Task item
The records below need to be copied in full. Match them exactly.

Input data
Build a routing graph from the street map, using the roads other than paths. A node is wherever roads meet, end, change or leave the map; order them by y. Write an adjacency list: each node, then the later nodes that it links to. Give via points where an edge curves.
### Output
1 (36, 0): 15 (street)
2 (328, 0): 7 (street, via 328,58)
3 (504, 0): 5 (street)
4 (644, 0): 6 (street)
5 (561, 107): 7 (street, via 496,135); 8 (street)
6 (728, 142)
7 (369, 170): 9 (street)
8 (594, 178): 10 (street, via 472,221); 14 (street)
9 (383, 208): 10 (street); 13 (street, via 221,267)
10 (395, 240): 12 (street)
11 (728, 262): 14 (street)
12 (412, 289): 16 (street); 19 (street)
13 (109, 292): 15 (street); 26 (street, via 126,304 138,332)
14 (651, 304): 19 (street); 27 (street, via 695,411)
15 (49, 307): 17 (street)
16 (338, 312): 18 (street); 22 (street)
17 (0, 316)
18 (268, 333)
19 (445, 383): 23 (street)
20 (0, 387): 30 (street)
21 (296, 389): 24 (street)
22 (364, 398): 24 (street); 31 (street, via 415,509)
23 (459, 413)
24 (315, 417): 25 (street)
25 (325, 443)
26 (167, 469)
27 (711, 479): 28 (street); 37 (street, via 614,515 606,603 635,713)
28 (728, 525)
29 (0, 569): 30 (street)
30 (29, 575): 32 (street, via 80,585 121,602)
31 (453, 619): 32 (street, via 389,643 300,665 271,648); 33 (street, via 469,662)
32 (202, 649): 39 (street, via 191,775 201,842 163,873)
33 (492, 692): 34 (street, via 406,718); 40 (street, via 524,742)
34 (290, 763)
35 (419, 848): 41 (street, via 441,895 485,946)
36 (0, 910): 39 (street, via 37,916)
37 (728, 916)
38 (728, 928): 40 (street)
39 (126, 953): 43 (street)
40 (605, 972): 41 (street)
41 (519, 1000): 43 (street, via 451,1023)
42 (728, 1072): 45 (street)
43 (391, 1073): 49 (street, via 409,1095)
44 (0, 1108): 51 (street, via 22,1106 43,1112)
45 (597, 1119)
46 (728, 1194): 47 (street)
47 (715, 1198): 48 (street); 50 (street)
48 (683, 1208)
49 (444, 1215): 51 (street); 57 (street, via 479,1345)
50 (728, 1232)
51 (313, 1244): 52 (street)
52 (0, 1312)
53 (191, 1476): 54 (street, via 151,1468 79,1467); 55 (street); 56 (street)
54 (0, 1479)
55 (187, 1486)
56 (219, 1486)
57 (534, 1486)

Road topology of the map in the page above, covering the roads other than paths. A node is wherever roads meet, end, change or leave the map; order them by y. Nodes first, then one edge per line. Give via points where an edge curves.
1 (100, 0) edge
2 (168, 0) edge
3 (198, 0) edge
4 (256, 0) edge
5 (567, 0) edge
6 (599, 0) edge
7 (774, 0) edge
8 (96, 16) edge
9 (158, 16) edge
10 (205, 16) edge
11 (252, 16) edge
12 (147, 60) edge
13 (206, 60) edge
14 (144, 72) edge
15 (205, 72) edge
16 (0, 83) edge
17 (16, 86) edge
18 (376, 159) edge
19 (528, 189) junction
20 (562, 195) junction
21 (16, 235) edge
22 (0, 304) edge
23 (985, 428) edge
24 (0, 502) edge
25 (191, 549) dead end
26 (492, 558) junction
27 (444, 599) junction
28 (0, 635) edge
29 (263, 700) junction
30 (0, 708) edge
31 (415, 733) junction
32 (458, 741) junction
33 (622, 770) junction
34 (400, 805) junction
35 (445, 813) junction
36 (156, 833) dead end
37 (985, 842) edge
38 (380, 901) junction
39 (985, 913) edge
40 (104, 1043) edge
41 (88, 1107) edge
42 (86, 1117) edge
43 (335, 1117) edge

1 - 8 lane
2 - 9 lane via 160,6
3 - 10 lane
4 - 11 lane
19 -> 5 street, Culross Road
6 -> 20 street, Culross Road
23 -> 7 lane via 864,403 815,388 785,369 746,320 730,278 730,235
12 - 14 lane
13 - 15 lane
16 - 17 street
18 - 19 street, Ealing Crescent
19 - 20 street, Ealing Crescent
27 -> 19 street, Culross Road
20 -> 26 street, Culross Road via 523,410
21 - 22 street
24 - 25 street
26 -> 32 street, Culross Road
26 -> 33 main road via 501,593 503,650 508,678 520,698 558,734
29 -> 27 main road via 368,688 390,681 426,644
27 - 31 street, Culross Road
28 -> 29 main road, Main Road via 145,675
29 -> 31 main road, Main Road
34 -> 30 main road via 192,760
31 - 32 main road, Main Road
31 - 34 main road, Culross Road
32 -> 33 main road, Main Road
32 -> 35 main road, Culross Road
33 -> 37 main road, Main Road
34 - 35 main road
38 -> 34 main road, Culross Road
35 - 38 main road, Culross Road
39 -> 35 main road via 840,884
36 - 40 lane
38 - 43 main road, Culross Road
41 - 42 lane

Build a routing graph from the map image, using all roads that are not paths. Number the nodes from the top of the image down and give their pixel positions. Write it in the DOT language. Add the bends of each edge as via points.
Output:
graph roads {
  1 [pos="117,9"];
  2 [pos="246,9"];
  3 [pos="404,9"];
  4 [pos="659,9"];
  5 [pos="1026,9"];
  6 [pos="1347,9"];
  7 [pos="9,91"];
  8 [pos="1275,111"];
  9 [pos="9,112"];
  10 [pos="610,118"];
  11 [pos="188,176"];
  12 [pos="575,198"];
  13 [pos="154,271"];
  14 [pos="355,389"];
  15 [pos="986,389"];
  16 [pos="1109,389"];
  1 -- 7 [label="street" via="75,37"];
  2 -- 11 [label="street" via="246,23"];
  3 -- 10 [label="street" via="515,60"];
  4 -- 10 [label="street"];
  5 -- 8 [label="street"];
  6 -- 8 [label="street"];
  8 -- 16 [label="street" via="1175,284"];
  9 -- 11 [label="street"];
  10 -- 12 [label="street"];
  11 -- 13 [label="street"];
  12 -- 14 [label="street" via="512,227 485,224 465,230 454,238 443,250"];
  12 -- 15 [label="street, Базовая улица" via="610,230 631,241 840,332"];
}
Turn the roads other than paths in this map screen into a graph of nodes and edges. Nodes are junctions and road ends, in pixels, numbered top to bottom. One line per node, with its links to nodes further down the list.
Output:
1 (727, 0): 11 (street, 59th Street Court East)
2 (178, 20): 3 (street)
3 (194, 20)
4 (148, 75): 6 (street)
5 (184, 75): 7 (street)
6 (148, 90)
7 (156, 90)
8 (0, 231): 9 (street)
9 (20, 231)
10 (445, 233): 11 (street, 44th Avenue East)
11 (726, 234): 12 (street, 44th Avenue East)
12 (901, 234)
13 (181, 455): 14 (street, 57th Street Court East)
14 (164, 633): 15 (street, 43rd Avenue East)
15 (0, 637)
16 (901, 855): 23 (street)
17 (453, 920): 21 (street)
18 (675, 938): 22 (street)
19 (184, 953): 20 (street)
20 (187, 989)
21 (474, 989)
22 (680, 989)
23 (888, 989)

Solution to the exercise
Build a routing graph from the street map, using the roads other than paths. A node is wherever roads meet, end, change or leave the map; order them by y. Write an adjacency list: each node, then the later nodes that it links to. Give via points where an edge curves.
### Output
1 (36, 0): 15 (street)
2 (328, 0): 7 (street, via 328,58)
3 (504, 0): 5 (street)
4 (644, 0): 6 (street)
5 (561, 107): 7 (street, via 496,135); 8 (street)
6 (728, 142)
7 (369, 170): 9 (street)
8 (594, 178): 10 (street, via 472,221); 14 (street)
9 (383, 208): 10 (street); 13 (street, via 221,267)
10 (395, 240): 12 (street)
11 (728, 262): 14 (street)
12 (412, 289): 16 (street); 19 (street)
13 (109, 292): 15 (street); 26 (street, via 126,304 138,332)
14 (651, 304): 19 (street); 27 (street, via 695,411)
15 (49, 307): 17 (street)
16 (338, 312): 18 (street); 22 (street)
17 (0, 316)
18 (268, 333)
19 (445, 383): 23 (street)
20 (0, 387): 30 (street)
21 (296, 389): 24 (street)
22 (364, 398): 24 (street); 31 (street, via 415,509)
23 (459, 413)
24 (315, 417): 25 (street)
25 (325, 443)
26 (167, 469)
27 (711, 479): 28 (street); 37 (street, via 614,515 606,603 635,713)
28 (728, 525)
29 (0, 569): 30 (street)
30 (29, 575): 32 (street, via 80,585 121,602)
31 (453, 619): 32 (street, via 389,643 300,665 271,648); 33 (street, via 469,662)
32 (202, 649): 39 (street, via 191,775 201,842 163,873)
33 (492, 692): 34 (street, via 406,718); 40 (street, via 524,742)
34 (290, 763)
35 (419, 848): 41 (street, via 441,895 485,946)
36 (0, 910): 39 (street, via 37,916)
37 (728, 916)
38 (728, 928): 40 (street)
39 (126, 953): 43 (street)
40 (605, 972): 41 (street)
41 (519, 1000): 43 (street, via 451,1023)
42 (728, 1072): 45 (street)
43 (391, 1073): 49 (street, via 409,1095)
44 (0, 1108): 51 (street, via 22,1106 43,1112)
45 (597, 1119)
46 (728, 1194): 47 (street)
47 (715, 1198): 48 (street); 50 (street)
48 (683, 1208)
49 (444, 1215): 51 (street); 57 (street, via 479,1345)
50 (728, 1232)
51 (313, 1244): 52 (street)
52 (0, 1312)
53 (191, 1476): 54 (street, via 151,1468 79,1467); 55 (street); 56 (street)
54 (0, 1479)
55 (187, 1486)
56 (219, 1486)
57 (534, 1486)

Road topology of the map in the page above, covering the roads other than paths. A node is wherever roads meet, end, change or leave the map; order them by y. Nodes first, then one edge per line. Give via points where an edge curves.
1 (100, 0) edge
2 (168, 0) edge
3 (198, 0) edge
4 (256, 0) edge
5 (567, 0) edge
6 (599, 0) edge
7 (774, 0) edge
8 (96, 16) edge
9 (158, 16) edge
10 (205, 16) edge
11 (252, 16) edge
12 (147, 60) edge
13 (206, 60) edge
14 (144, 72) edge
15 (205, 72) edge
16 (0, 83) edge
17 (16, 86) edge
18 (376, 159) edge
19 (528, 189) junction
20 (562, 195) junction
21 (16, 235) edge
22 (0, 304) edge
23 (985, 428) edge
24 (0, 502) edge
25 (191, 549) dead end
26 (492, 558) junction
27 (444, 599) junction
28 (0, 635) edge
29 (263, 700) junction
30 (0, 708) edge
31 (415, 733) junction
32 (458, 741) junction
33 (622, 770) junction
34 (400, 805) junction
35 (445, 813) junction
36 (156, 833) dead end
37 (985, 842) edge
38 (380, 901) junction
39 (985, 913) edge
40 (104, 1043) edge
41 (88, 1107) edge
42 (86, 1117) edge
43 (335, 1117) edge

1 - 8 lane
2 - 9 lane via 160,6
3 - 10 lane
4 - 11 lane
19 -> 5 street, Culross Road
6 -> 20 street, Culross Road
23 -> 7 lane via 864,403 815,388 785,369 746,320 730,278 730,235
12 - 14 lane
13 - 15 lane
16 - 17 street
18 - 19 street, Ealing Crescent
19 - 20 street, Ealing Crescent
27 -> 19 street, Culross Road
20 -> 26 street, Culross Road via 523,410
21 - 22 street
24 - 25 street
26 -> 32 street, Culross Road
26 -> 33 main road via 501,593 503,650 508,678 520,698 558,734
29 -> 27 main road via 368,688 390,681 426,644
27 - 31 street, Culross Road
28 -> 29 main road, Main Road via 145,675
29 -> 31 main road, Main Road
34 -> 30 main road via 192,760
31 - 32 main road, Main Road
31 - 34 main road, Culross Road
32 -> 33 main road, Main Road
32 -> 35 main road, Culross Road
33 -> 37 main road, Main Road
34 - 35 main road
38 -> 34 main road, Culross Road
35 - 38 main road, Culross Road
39 -> 35 main road via 840,884
36 - 40 lane
38 - 43 main road, Culross Road
41 - 42 lane

Build a routing graph from the map image, using all roads that are not paths. Number the nodes from the top of the image down and give their pixel positions. Write it in the DOT language. Add the bends of each edge as via points.
Output:
graph roads {
  1 [pos="117,9"];
  2 [pos="246,9"];
  3 [pos="404,9"];
  4 [pos="659,9"];
  5 [pos="1026,9"];
  6 [pos="1347,9"];
  7 [pos="9,91"];
  8 [pos="1275,111"];
  9 [pos="9,112"];
  10 [pos="610,118"];
  11 [pos="188,176"];
  12 [pos="575,198"];
  13 [pos="154,271"];
  14 [pos="355,389"];
  15 [pos="986,389"];
  16 [pos="1109,389"];
  1 -- 7 [label="street" via="75,37"];
  2 -- 11 [label="street" via="246,23"];
  3 -- 10 [label="street" via="515,60"];
  4 -- 10 [label="street"];
  5 -- 8 [label="street"];
  6 -- 8 [label="street"];
  8 -- 16 [label="street" via="1175,284"];
  9 -- 11 [label="street"];
  10 -- 12 [label="street"];
  11 -- 13 [label="street"];
  12 -- 14 [label="street" via="512,227 485,224 465,230 454,238 443,250"];
  12 -- 15 [label="street, Базовая улица" via="610,230 631,241 840,332"];
}
Turn the roads other than paths in this map screen into a graph of nodes and edges. Nodes are junctions and road ends, in pixels, numbered top to bottom. One line per node, with its links to nodes further down the list.
Output:
1 (727, 0): 11 (street, 59th Street Court East)
2 (178, 20): 3 (street)
3 (194, 20)
4 (148, 75): 6 (street)
5 (184, 75): 7 (street)
6 (148, 90)
7 (156, 90)
8 (0, 231): 9 (street)
9 (20, 231)
10 (445, 233): 11 (street, 44th Avenue East)
11 (726, 234): 12 (street, 44th Avenue East)
12 (901, 234)
13 (181, 455): 14 (street, 57th Street Court East)
14 (164, 633): 15 (street, 43rd Avenue East)
15 (0, 637)
16 (901, 855): 23 (street)
17 (453, 920): 21 (street)
18 (675, 938): 22 (street)
19 (184, 953): 20 (street)
20 (187, 989)
21 (474, 989)
22 (680, 989)
23 (888, 989)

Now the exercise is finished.